Month: September 2014

Box Jump Fails – How to Avoid


Box Jump Fails – How to Avoid



Box jumps have been criticized by those in the fitness community as being one of CrossFit’s most dangerous exercises. Although they are not without their risk they are an effective training tool if used properly.

Here are 8 ways that you can mitigate the risks of the Box Jump for both Coaches and athletes.


start small







1. Start small, don’t have people jumping above their comfort zone. Max height box jumps are for show and Youtube. If you are putting box jumps in a workout then have a height that is very comfortable for the athlete as they will fatigue and be less able to jump as the workout continues.


2. Step down. High rep box jumps were often used in CrossFit competitions and early programming. These high repetition moves caused some people to rupture or tear their achilles tendons. It’s really not worth it to do “quick box jumps” for time if the flip side of the coin is a 6 month recovery period and excruciating pain. Here is a great article from the Tabata times about stepping down. 

Box Jump Fails - How to Avoid

Nice look – Don’t be This Gal


3. Land Soft – As a coach you can hear when someone is about to “miss” a box jump because it sounds as if you are dropping heavy plates onto the box. A loud smacking sound on the box is the precursor to someone not making their box. Their feet are just clearing the edge and quickly smacking down flat on the box causing a loud distinct sound. If you hear your athletes doing this, get them to stop before they leave half of their shin on the edge of the box. A great cue for this to get people to jump a little higher and avoid the edge of the box is “Land Soft”. If the athlete is doing a quiet box jump they are landing on the balls of their feet and absorbing the jump as opposed to landing flat footed and hitting hard.

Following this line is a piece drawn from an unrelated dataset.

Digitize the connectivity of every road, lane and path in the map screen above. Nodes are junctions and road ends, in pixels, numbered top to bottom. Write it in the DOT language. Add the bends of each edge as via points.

4. Use your arms – While most of the power from the jump comes from the opening of the hip, some of the power from the jump comes from driving the hands forward and upward in a quick swing. Get people to use their arms in a quick coordinated movement for maximum effect. A quick note is that some people will hit their hands on the edge of the box if they are really aggressive with their arms. The fix? Lower box height.

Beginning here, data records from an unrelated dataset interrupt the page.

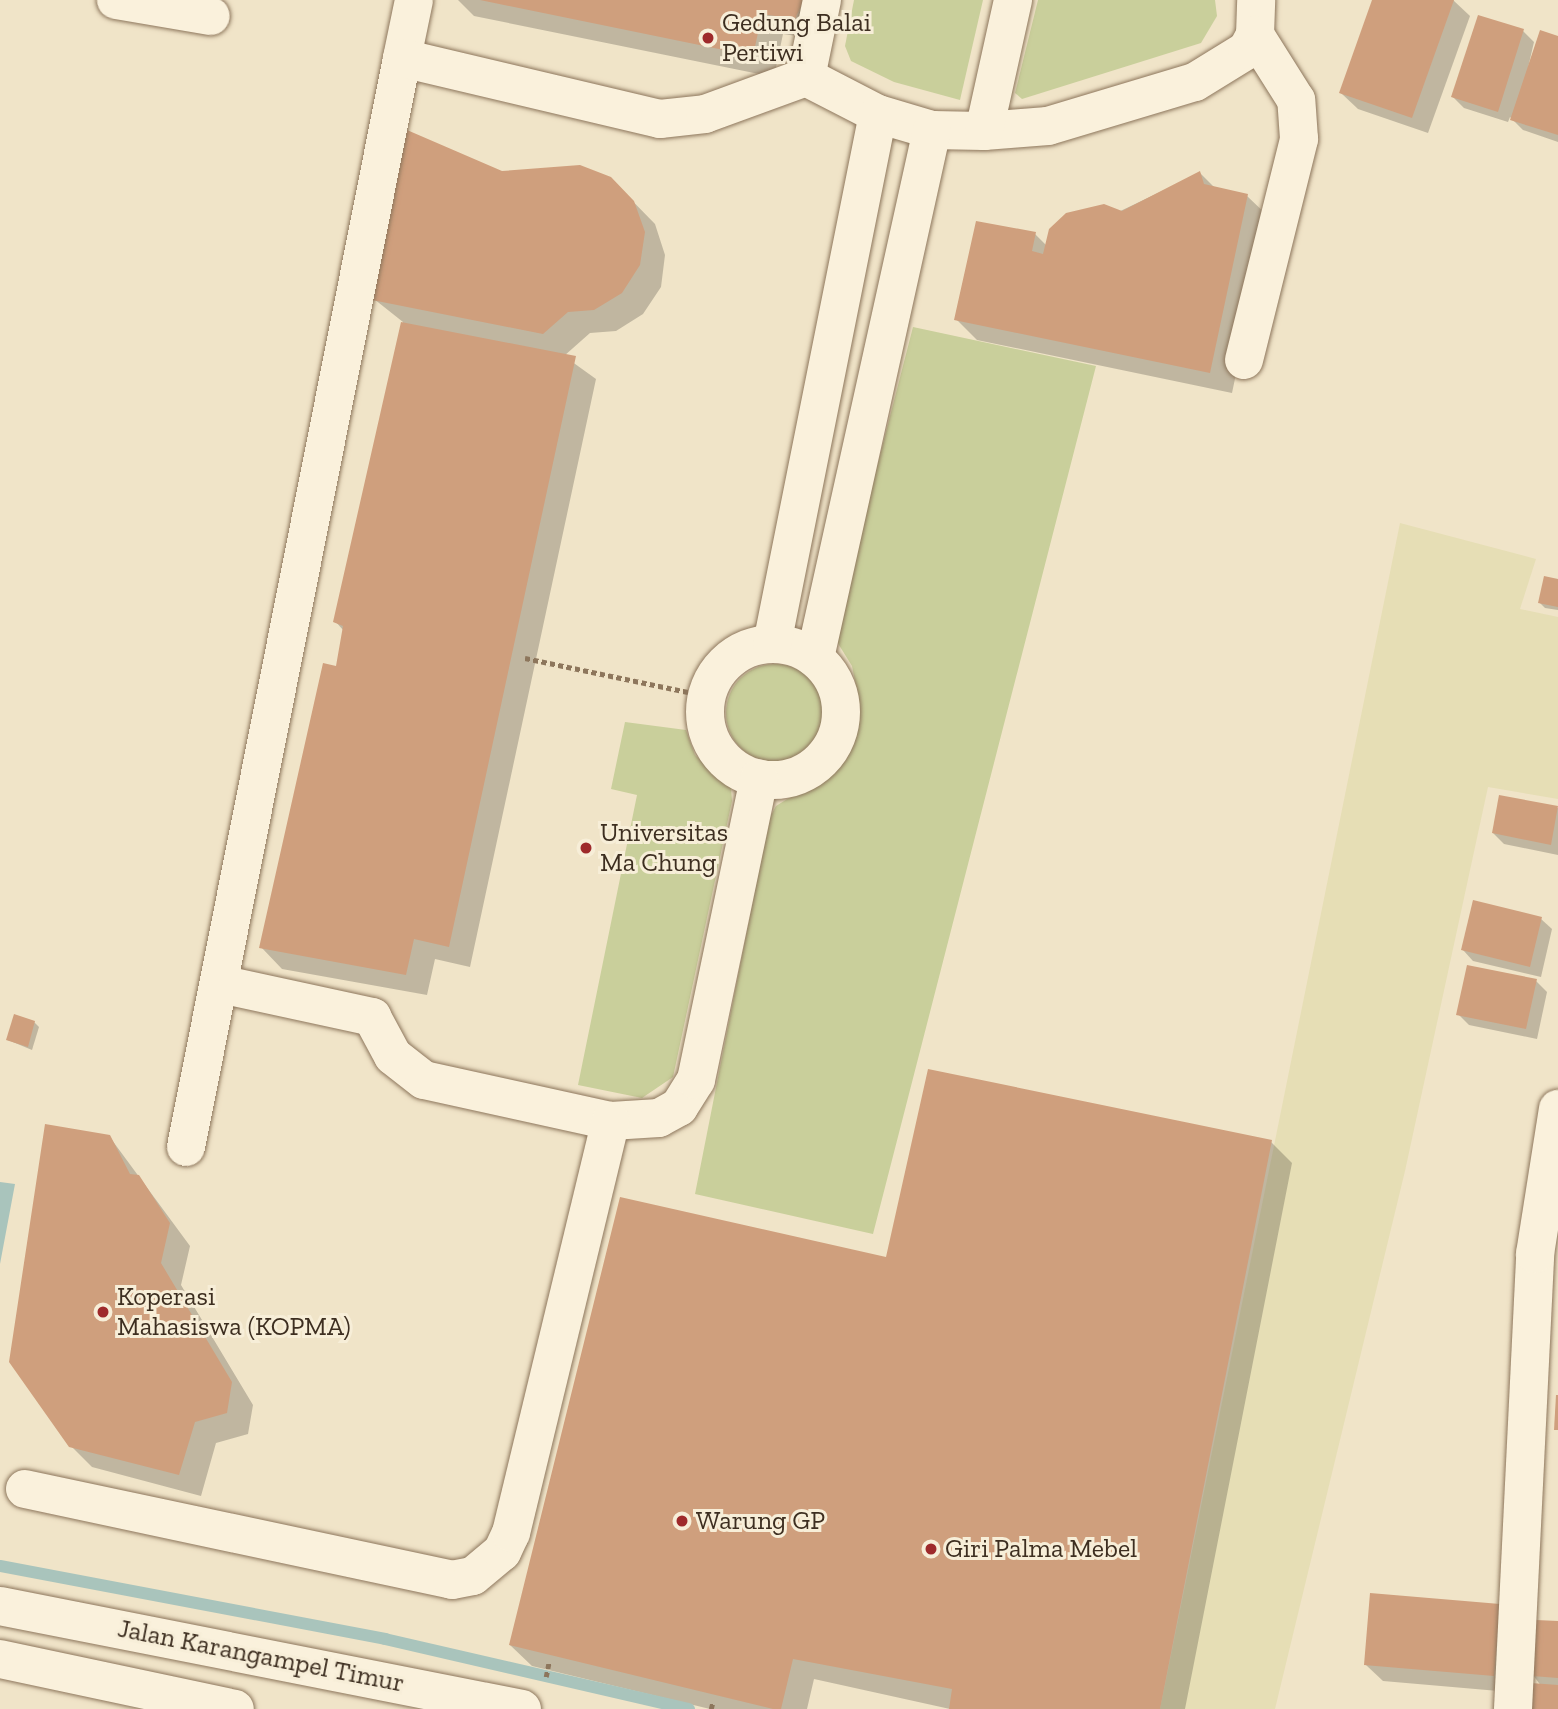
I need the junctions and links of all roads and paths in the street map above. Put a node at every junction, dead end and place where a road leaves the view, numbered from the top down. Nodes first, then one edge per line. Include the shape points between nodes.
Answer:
1 (116, 0) edge
2 (414, 0) edge
3 (822, 0) edge
4 (1013, 0) edge
5 (211, 16) dead end
6 (1255, 17) edge
7 (402, 58) junction
8 (806, 77) junction
9 (878, 114) junction
10 (932, 130) junction
11 (984, 131) junction
12 (1244, 360) dead end
13 (772, 644) junction
14 (525, 658) dead end
15 (815, 658) junction
16 (707, 696) junction
17 (759, 779) junction
18 (220, 984) junction
19 (1558, 1109) edge
20 (611, 1121) junction
21 (186, 1147) dead end
22 (1548, 1224) edge
23 (25, 1489) dead end
24 (0, 1606) edge
25 (0, 1659) edge
26 (550, 1661) dead end
27 (97, 1694) edge
28 (533, 1696) edge
29 (713, 1701) dead end
30 (235, 1709) edge
31 (711, 1709) edge
32 (1513, 1709) edge

1 - 5 street
2 - 7 street
3 - 8 street
4 - 11 street
6 - 11 street via 1247,50 1195,82 1048,125
6 - 12 street via 1296,100 1299,139
7 - 8 street via 660,119 705,114
7 - 18 street
8 - 9 street
9 - 10 street
9 - 13 street
10 - 11 street
10 - 15 street
13 - 15 street
13 - 16 street via 738,654
14 - 16 path
15 - 17 street via 838,687 836,741 812,769
16 - 17 street via 715,749
17 - 20 street via 696,1080 679,1107 659,1118
18 - 20 street via 372,1017 393,1056 424,1080
18 - 21 street
19 - 22 street
20 - 23 street via 511,1533 482,1570 452,1580
22 - 32 street
24 - 28 street, Jalan Karangampel Timur
25 - 27 street, Jalan Karangampel Timur
26 - 28 path
27 - 30 street, Jalan Karangampel Timur
29 - 31 path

5. Jumpers vs. Leg Tuckers – Coaches should know what i’m talking about here. There are two types of box jumpers. People who jump and spring onto the box with an athletic stance, and then those who no matter what height the box is, they will pull their legs up to their butt like a plane retracting their landing gear to make their final approach to the top of the box. With leg tuckers, they will ride the jump right to the bottom of the squat and bounce out of the bottom, usually accompanied with the loud hard landing as previously mentioned in point # 3. You want to coach people to land on the box in an athletic stance, and not all crumpled up like they are in the bottom of a squat. A good rules is that you should jump and land from the same position.

6. Visualize your target – When people start getting sloppy with their box jumps, what tends to happen is that their feet start landing partially on the box. This can be a problem, and then next thing you know, someone has donated more skin to the edge of the box and a painful shin bash occurs. As a coach, you want to remind the athlete to have both feet in the middle of the box, and by doing this, there is a greater margin for error, and they will be less likely to trip off the side of the box.

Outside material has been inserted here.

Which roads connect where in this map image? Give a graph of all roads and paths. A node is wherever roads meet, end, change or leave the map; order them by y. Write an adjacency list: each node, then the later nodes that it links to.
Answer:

correct box jump foot placement

Jump to the Middle of the Box

box jump foot placement wrong

Someone is going to have a “Box Jump Fail”!

7. Jumps vs. Step ups. Box jumps are scary for some people, and if you have this type of person then why are you box jumping anyway? If you cannot overcome the fear, then just have the people step up on a box. If you cannot effectively jump to a 8 inch box, then don’t you think you would be better served stepping up to 16 inch box? If fear is in the picture, then have your client do a box step, you will get a greater range of motion and twice as much work being done with little risk for injury.


8. Avoid high repetition box jump workout – As an athlete if your coach or your gym programs high repetition workouts involving box jumps then it may be time to look for a new gym, or take a pass on the workout. These dynamic plyometric movements will get riskier as you fatigue and the cumulative bounding effect is what will hurt your tendons and ligaments. For a more detailed funny explanation Check out our friend Beastmodaldomains

Read : High Rep Box Jumps are Stupid!


With these tips, you should avoid the common pitfalls of the box jump. We don’t want to be injured, and we sure don’t want to hurt our clients. In Mark’s Gym, we don’t have any boxes higher than 24 inches, because quite frankly we don’t need them to elicit the response we want, so let’s stop conducting silly training sessions and train smart.


Duck Tex Mex Marinade and Fajitas

Wild Duck Fajitas

Preparation Time: 15 minutes
Marinating Time: 4-6 hours
Cooking Time: 15 minutes
Serves: 4


  •  8-12  duck breast fillets, skin off
  • 1 medium red onion, cut into 1/4-inch-thick rings
  • 1 bell pepper, any colour, cut into 1/4-inch-thick rings
  • 1 jalapeño pepper, seeds removed and thinly sliced
  • 1/3 cup tequila mmmmm
  • 1/4 cup fresh lime juice
  • 1/4 cup olive oil or avocado oil
  • 2 teaspoons Worcestershire sauce
  • 1 teaspoon garlic powder
  • 1 teaspoon cumin
  • 1 teaspoon ground oregano
  • 1 teaspoon salt
  • salsa
  • warm flour tortillas
  • lime wedges

1. Place duck breast fillets in a shallow plastic or glass container. Arrange red onion, bell pepper, and jalapeño over goose. In a bowl, combine tequila with the next seven ingredients and mix well. Pour mixture over ducks, onions, and peppers. Cover and refrigerate for 4 to 6 hours, turning often.

2. Pour off and discard marinade. Heat a large, heavy skillet over medium heat. Add goose and brown evenly on both sides, about 3 to 4 minutes each side. Add onions and peppers, and cook until onions are translucent.

3. Remove duck breast when still medium-rare. Allow to rest for a few minutes and then slice thinly across the grain of the meat. Arrange sliced meat on plates, top with onions and peppers, and serve with salsa, tortillas, and lime wedges.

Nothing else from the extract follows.